Corot da ultimo dei classici a primo dei moderni

Dietro la pittura moderna c’è sempre una riflessione sul classico. L’assioma sembrerebbe inadatto a rappresentare il desiderio di rottura che termini come «avanguardia» e «contemporaneo» hanno imposto nell’arte dal Novecento in poi. Invece basterebbe guardare con meno pregiudizi a chi si muove all’interno della tradizione per comprendere quali inquietudini e ansie di sperimentazione muovano un artista che la critica considera sorpassato e retrò.
Una visita alla mostra «Corot e l’arte moderna. Souvenirs et impressions», al Palazzo della Gran Guardia di Verona fino al 7 marzo, instilla più di un dubbio su dove si posizioni il confine tra che cosa si ritiene moderno (dunque attuale) e che cosa no. Nato a Parigi nel 1796, Jean Baptiste-Camille Corot si forma sulla pittura italiana. Più che studiare le tecniche in Accademia, sente il bisogno di viaggiare in Italia per respirare il clima dell’antico. All’inizio non inventa nulla, ma dipinge paesaggi dal vero in maniera analitica e raffinata. Un tipo di pittura che l’Impressionismo prima, le avanguardie poi, hanno relegato in una posizione di marginalità.
Eppure se ci soffermiamo sull’accostamento tra la veduta romana del Foro, dipinta da Corot nel 1826, e il paesaggio su Campo Vaccino di Claude Lorrain, eseguito oltre duecento anni prima, nel 1632, è facile intuire come il linguaggio di Corot contenga già gli elementi che andranno verso la fotografia. Mentre Lorrain o il fiammingo Van Bloemen, attivo tra Sei e Settecento, sono evidentemente classici, Corot è già intrigato dalla possibilità di contaminare il genere con sperimentazioni formali. Si rende conto che il soggetto non è la cosa fondamentale ma, al contempo, è ancora convinto si debbano intraprendere nuove soluzioni rimanendo ancorati alla verosimiglianza. Lo sguardo moderno si incrocia con la fiera resistenza dell’autore classico, pur sapendo che quando il linguaggio la fa da padrone assoluto l’arte perde in sensibilità, bellezza, passione, rischiando così di giustificare qualsiasi azzardo, meglio se inconsapevole o improvvisato. Il paradosso della pittura di Corot (non solo sua, di tutti gli artisti che ancor oggi non sposano la causa dell’avanguardia tout court) è che la scelta di lavorare all’interno di uno schema preordinato, di un’iconografia riconoscibile, permette di spaziare alla ricerca di novità. Se invece la novità è la sovversione del linguaggio, non è affatto detto che l’operazione riesca.
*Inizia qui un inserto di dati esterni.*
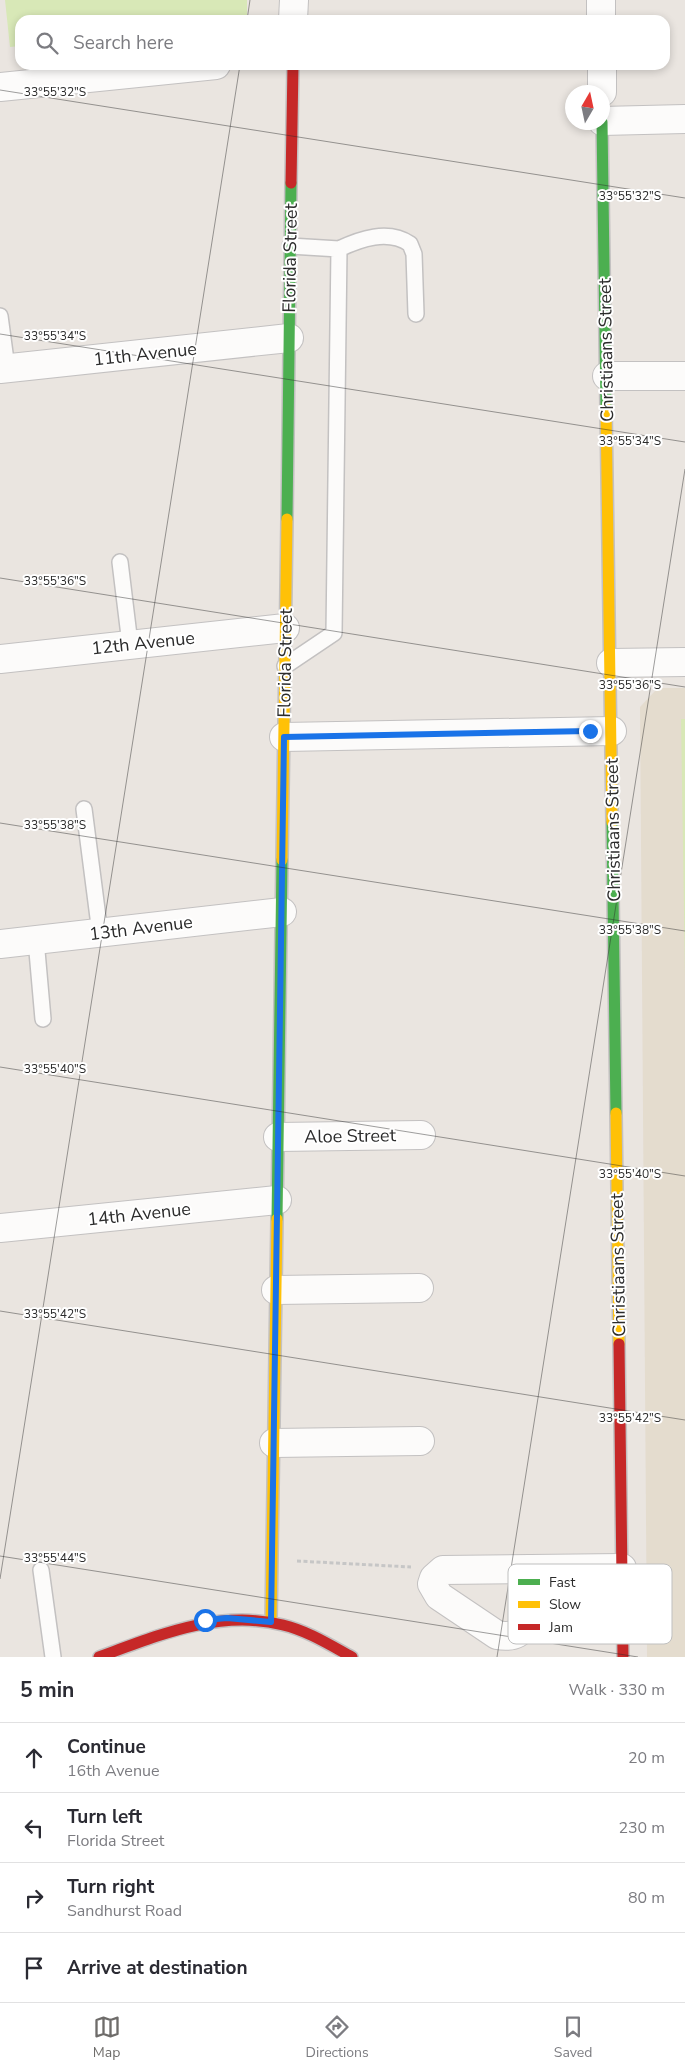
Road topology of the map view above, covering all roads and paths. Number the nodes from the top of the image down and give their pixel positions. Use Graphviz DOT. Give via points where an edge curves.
graph roads {
  1 [pos="294,0"];
  2 [pos="601,0"];
  3 [pos="294,15"];
  4 [pos="601,15"];
  5 [pos="167,70"];
  6 [pos="293,70"];
  7 [pos="602,70"];
  8 [pos="602,85"];
  9 [pos="0,87"];
  10 [pos="685,119"];
  11 [pos="610,122"];
  12 [pos="602,130"];
  13 [pos="290,246"];
  14 [pos="339,249"];
  15 [pos="416,314"];
  16 [pos="0,316"];
  17 [pos="290,338"];
  18 [pos="4,369"];
  19 [pos="607,376"];
  20 [pos="685,376"];
  21 [pos="120,562"];
  22 [pos="286,628"];
  23 [pos="130,644"];
  24 [pos="0,658"];
  25 [pos="685,662"];
  26 [pos="611,663"];
  27 [pos="285,666"];
  28 [pos="612,731"];
  29 [pos="284,737"];
  30 [pos="84,809"];
  31 [pos="282,912"];
  32 [pos="100,932"];
  33 [pos="36,940"];
  34 [pos="0,944"];
  35 [pos="43,1019"];
  36 [pos="421,1135"];
  37 [pos="278,1137"];
  38 [pos="277,1200"];
  39 [pos="0,1228"];
  40 [pos="419,1288"];
  41 [pos="276,1290"];
  42 [pos="420,1441"];
  43 [pos="274,1443"];
  44 [pos="294,1561"];
  45 [pos="622,1564"];
  46 [pos="415,1567"];
  47 [pos="41,1570"];
  48 [pos="271,1622"];
  49 [pos="624,1644"];
  50 [pos="53,1657"];
  51 [pos="99,1657"];
  52 [pos="352,1657"];
  53 [pos="624,1657"];
  1 -- 3 [label="street"];
  2 -- 4 [label="street"];
  5 -- 9 [label="street"];
  6 -- 13 [label="street, Florida Street"];
  7 -- 8 [label="street"];
  10 -- 11 [label="street"];
  12 -- 19 [label="street, Christiaans Street"];
  13 -- 14 [label="lane"];
  13 -- 17 [label="street, Florida Street"];
  14 -- 15 [label="lane" via="363,238 395,237 410,244 414,254"];
  14 -- 27 [label="lane" via="334,633"];
  16 -- 18 [label="lane"];
  17 -- 18 [label="street, 11th Avenue"];
  17 -- 22 [label="street, Florida Street"];
  19 -- 20 [label="street"];
  19 -- 26 [label="street, Christiaans Street"];
  21 -- 23 [label="lane"];
  22 -- 23 [label="street, 12th Avenue"];
  22 -- 27 [label="street, Florida Street"];
  23 -- 24 [label="street, 12th Avenue"];
  25 -- 26 [label="street"];
  26 -- 28 [label="street, Christiaans Street"];
  27 -- 29 [label="street, Florida Street"];
  28 -- 29 [label="street"];
  28 -- 45 [label="street, Christiaans Street"];
  29 -- 31 [label="street, Florida Street"];
  30 -- 32 [label="lane"];
  31 -- 32 [label="street, 13th Avenue"];
  31 -- 37 [label="street, Florida Street"];
  32 -- 33 [label="street, 13th Avenue"];
  33 -- 34 [label="street, 13th Avenue"];
  33 -- 35 [label="lane"];
  36 -- 37 [label="street, Aloe Street"];
  37 -- 38 [label="street, Florida Street"];
  38 -- 39 [label="street, 14th Avenue"];
  38 -- 41 [label="street, Florida Street"];
  40 -- 41 [label="street"];
  41 -- 43 [label="street, Florida Street"];
  42 -- 43 [label="street"];
  43 -- 48 [label="street, Florida Street"];
  44 -- 46 [label="path"];
  47 -- 50 [label="lane"];
  48 -- 51 [label="street" via="227,1618 205,1620"];
  48 -- 52 [label="street" via="309,1632"];
  49 -- 53 [label="street, Christiaans Street"];
}
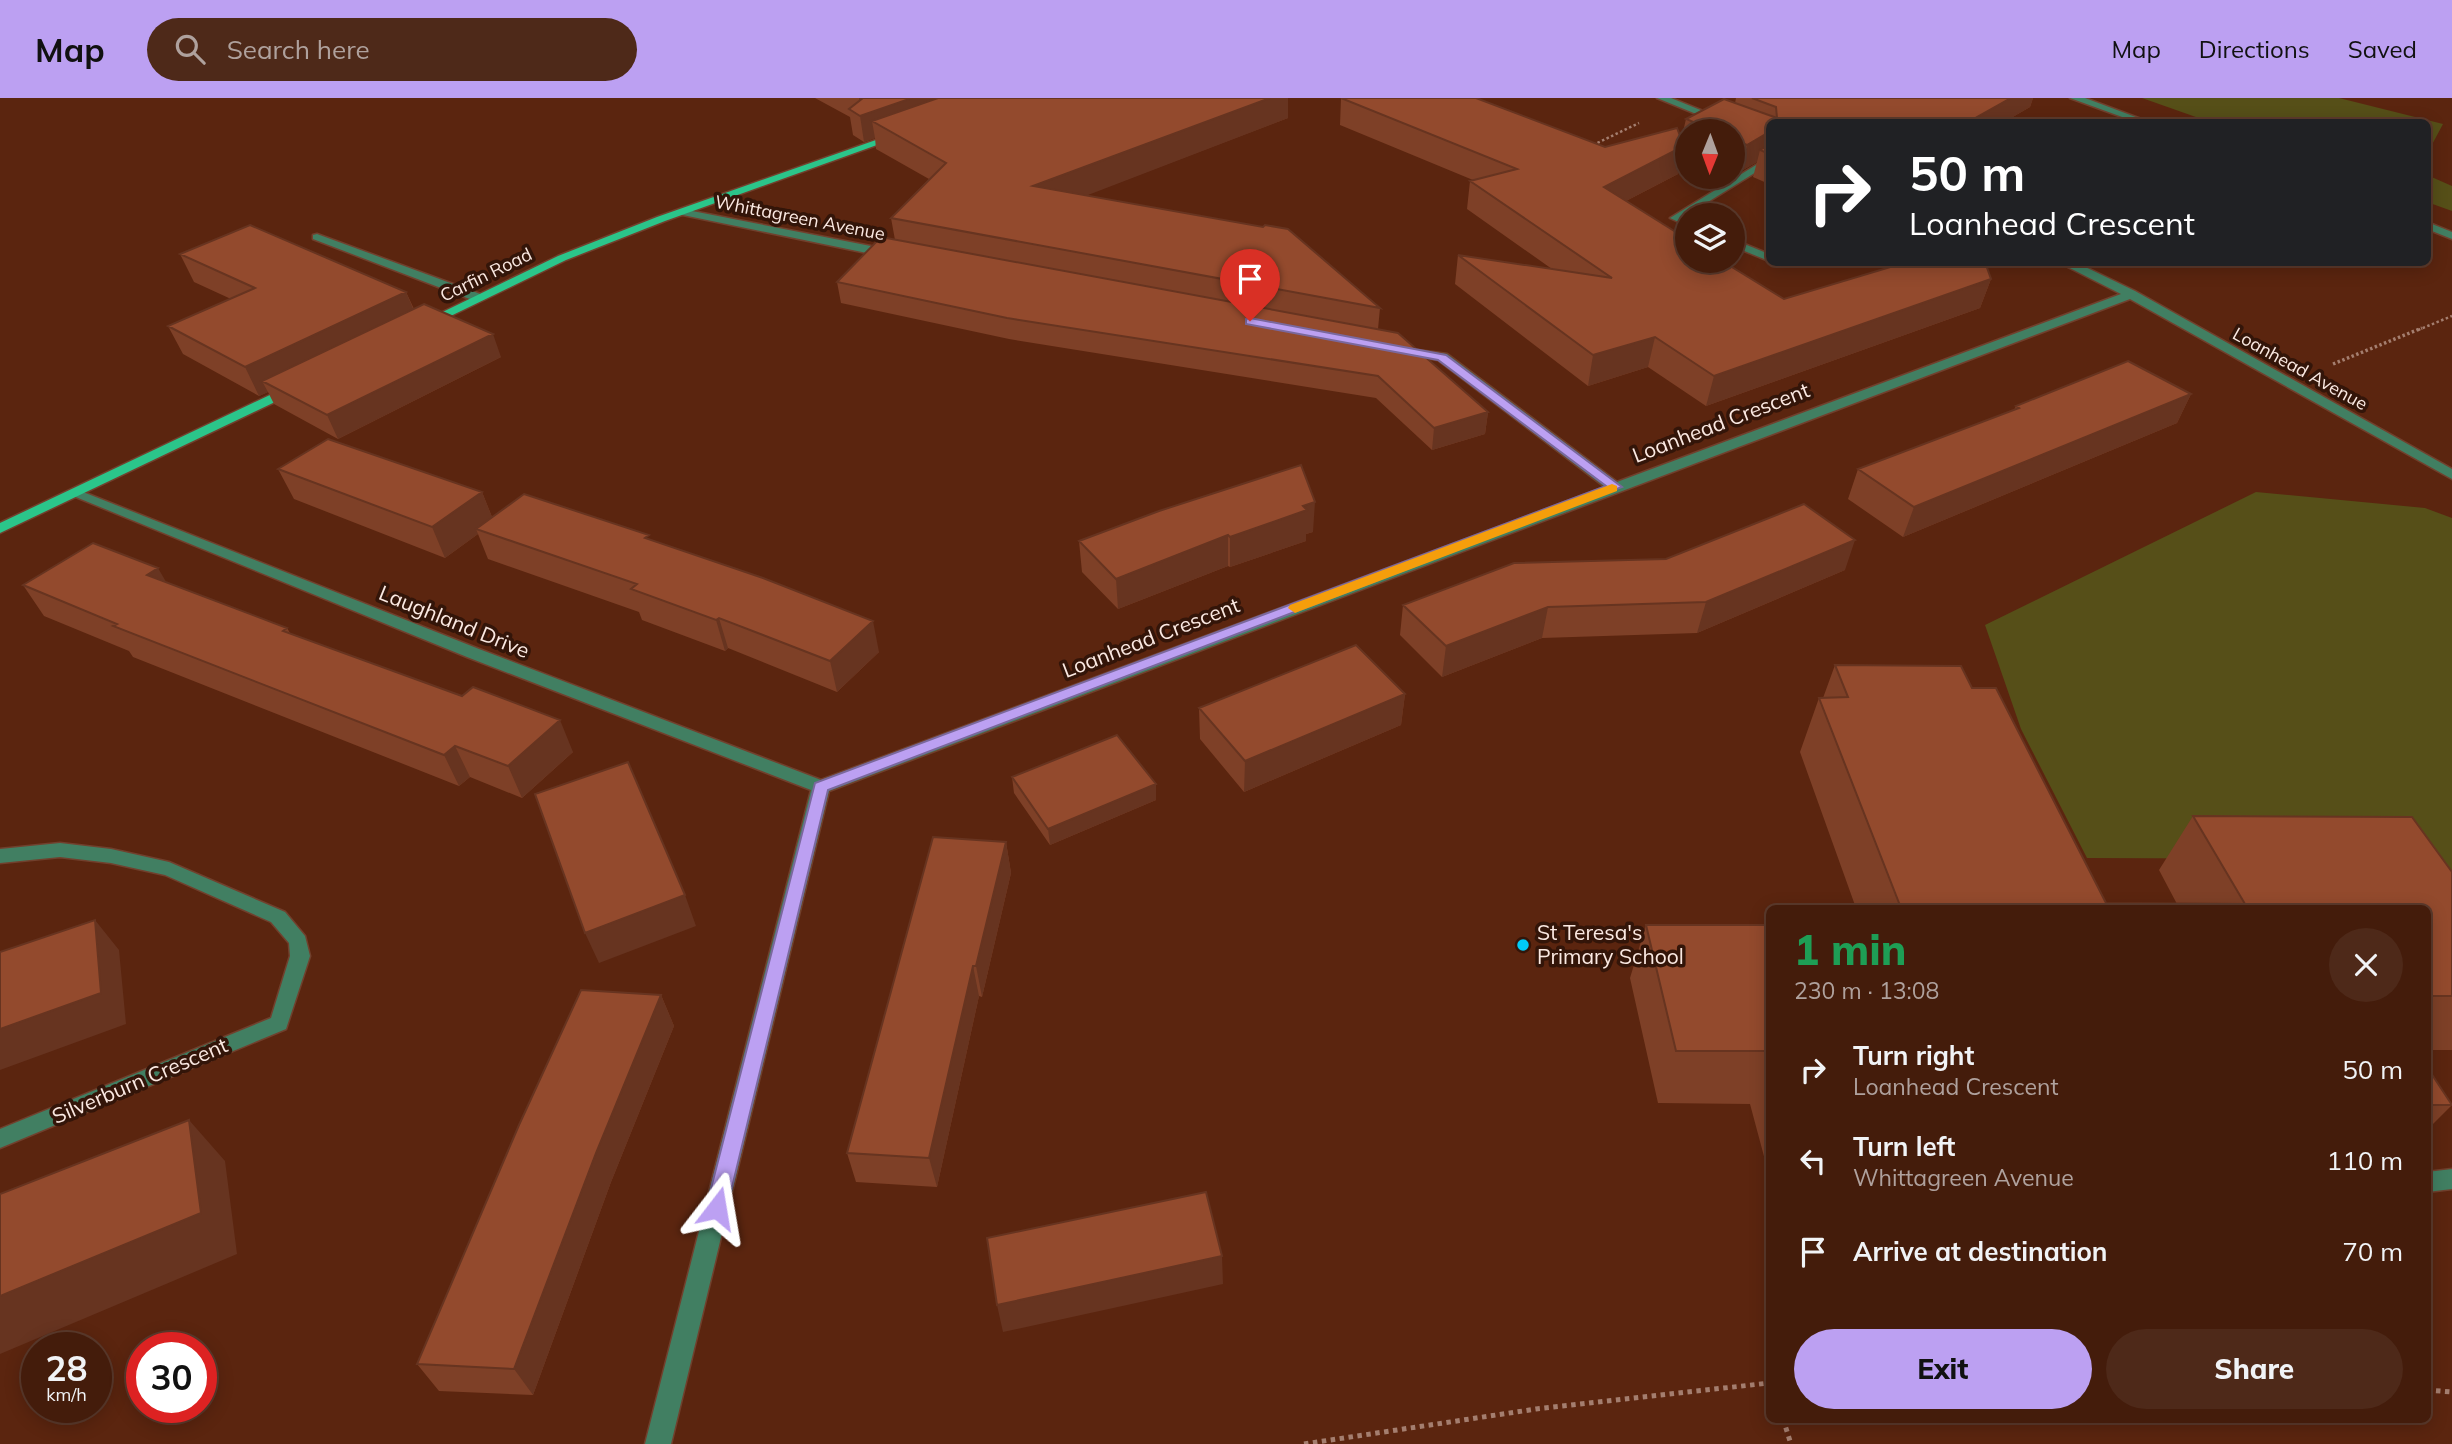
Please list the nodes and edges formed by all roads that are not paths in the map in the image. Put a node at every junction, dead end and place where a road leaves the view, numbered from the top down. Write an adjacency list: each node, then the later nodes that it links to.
1 (1662, 98): 3 (street)
2 (2075, 98): 4 (street)
3 (1718, 119)
4 (2135, 119)
5 (916, 130): 8 (main road, Carfin Road)
6 (1766, 162): 7 (street)
7 (1700, 203)
8 (682, 212): 13 (street, Whittagreen Avenue); 17 (main road, Carfin Road)
9 (2431, 227): 10 (street)
10 (2452, 236)
11 (317, 237): 17 (street)
12 (1745, 248): 14 (street)
13 (907, 257)
14 (1766, 257)
15 (2072, 266): 16 (street, Loanhead Avenue)
16 (2130, 294): 21 (street, Loanhead Avenue); 22 (street, Loanhead Crescent)
17 (479, 298): 18 (main road, Carfin Road)
18 (418, 328)
19 (1387, 347): 22 (street)
20 (307, 381): 23 (main road)
21 (2452, 475)
22 (1615, 487): 25 (street, Loanhead Crescent)
23 (73, 493): 24 (main road); 25 (street, Laughland Drive)
24 (0, 529)
25 (821, 787): 30 (street)
26 (0, 856): 27 (street, Silverburn Crescent)
27 (0, 1139)
28 (2452, 1180): 29 (street)
29 (2431, 1182)
30 (658, 1444)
In mostra sono interessanti i paragoni tra pittori diversi che si cimentano su soggetti analoghi. Corot nel 1870 dipinge il ritratto di una giovane donna col mandolino. Lo stesso soggetto, e la stessa inquadratura, tornano nel Braque del 1922-23 e nel Matisse coevo. Ancora ispirandosi al «prototipo» corottiano, Braque ne esegue nel 1910 una versione cubista, quando la pittura realista aveva ormai perso la ragione di essere. Eppure nel quadro del 1870 qualcosa vibra, c’è un’inquietudine che spinge alla ricerca di altro, mentre allo schema del cubismo siamo così assuefatti da ritenerlo un passaggio obbligato nella storia dell’arte. Il discorso si fa ancora più articolato per il paesaggio. Il vecchio Corot, poco prima di morire (nel 1875), cerca nuove soluzioni per fronteggiare la modernità di Cézanne, Monet, Sisley e Mondrian, e dipinge con mano incerta, indefinita, spezza le linee e abbozza le immagini. Colpisce l’eroismo solitario di un classicista disposto a disconoscere tutto e rimettersi in gioco come un ragazzo. Ecco perché questo pittore, titanico e superato, rischia di colpire di più dello sperimentalismo d’accademia, dove se non esce un capolavoro ci si deve accontentare dell’esercizio di stile.

Una questione che persiste inalterata nel presente e con essa l’interrogativo se è preferibile chi corre da solo, sfidando il tempo e la logica, o chi produce oggetti in serie, destinati a piacere perché teoricamente adatti senza che a nessuno importi davvero della qualità.
Dunque, Corot è l’ultimo dei classici o, piuttosto, il primo dei moderni?